## DATA UNDER STUDY

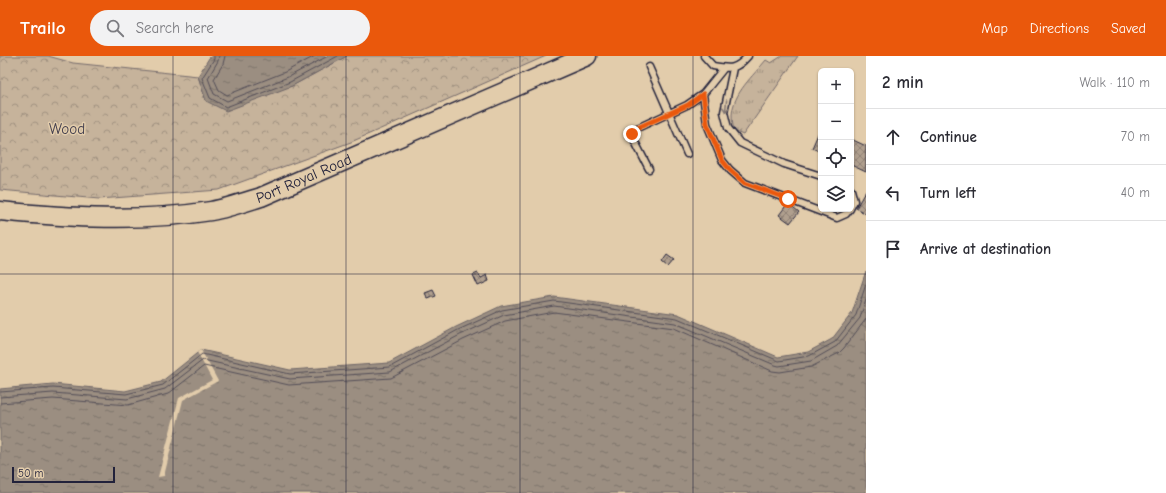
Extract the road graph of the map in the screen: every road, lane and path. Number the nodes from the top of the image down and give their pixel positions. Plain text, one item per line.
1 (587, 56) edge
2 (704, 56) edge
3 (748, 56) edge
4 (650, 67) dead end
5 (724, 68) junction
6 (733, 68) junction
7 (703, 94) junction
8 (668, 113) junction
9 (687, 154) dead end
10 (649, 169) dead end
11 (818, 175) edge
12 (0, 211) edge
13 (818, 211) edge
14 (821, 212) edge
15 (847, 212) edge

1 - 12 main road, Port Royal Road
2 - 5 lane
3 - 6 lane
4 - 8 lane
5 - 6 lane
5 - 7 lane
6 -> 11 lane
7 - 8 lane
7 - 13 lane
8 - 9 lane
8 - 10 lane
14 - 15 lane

## ACTIVITY
Because only the text is wanted, copy each record above precisely and omit its pictures.

## RESPONSE TO THIS EXERCISE
Extract the road graph of the map in the screen: every road, lane and path. Number the nodes from the top of the image down and give their pixel positions. Plain text, one item per line.
1 (587, 56) edge
2 (704, 56) edge
3 (748, 56) edge
4 (650, 67) dead end
5 (724, 68) junction
6 (733, 68) junction
7 (703, 94) junction
8 (668, 113) junction
9 (687, 154) dead end
10 (649, 169) dead end
11 (818, 175) edge
12 (0, 211) edge
13 (818, 211) edge
14 (821, 212) edge
15 (847, 212) edge

1 - 12 main road, Port Royal Road
2 - 5 lane
3 - 6 lane
4 - 8 lane
5 - 6 lane
5 - 7 lane
6 -> 11 lane
7 - 8 lane
7 - 13 lane
8 - 9 lane
8 - 10 lane
14 - 15 lane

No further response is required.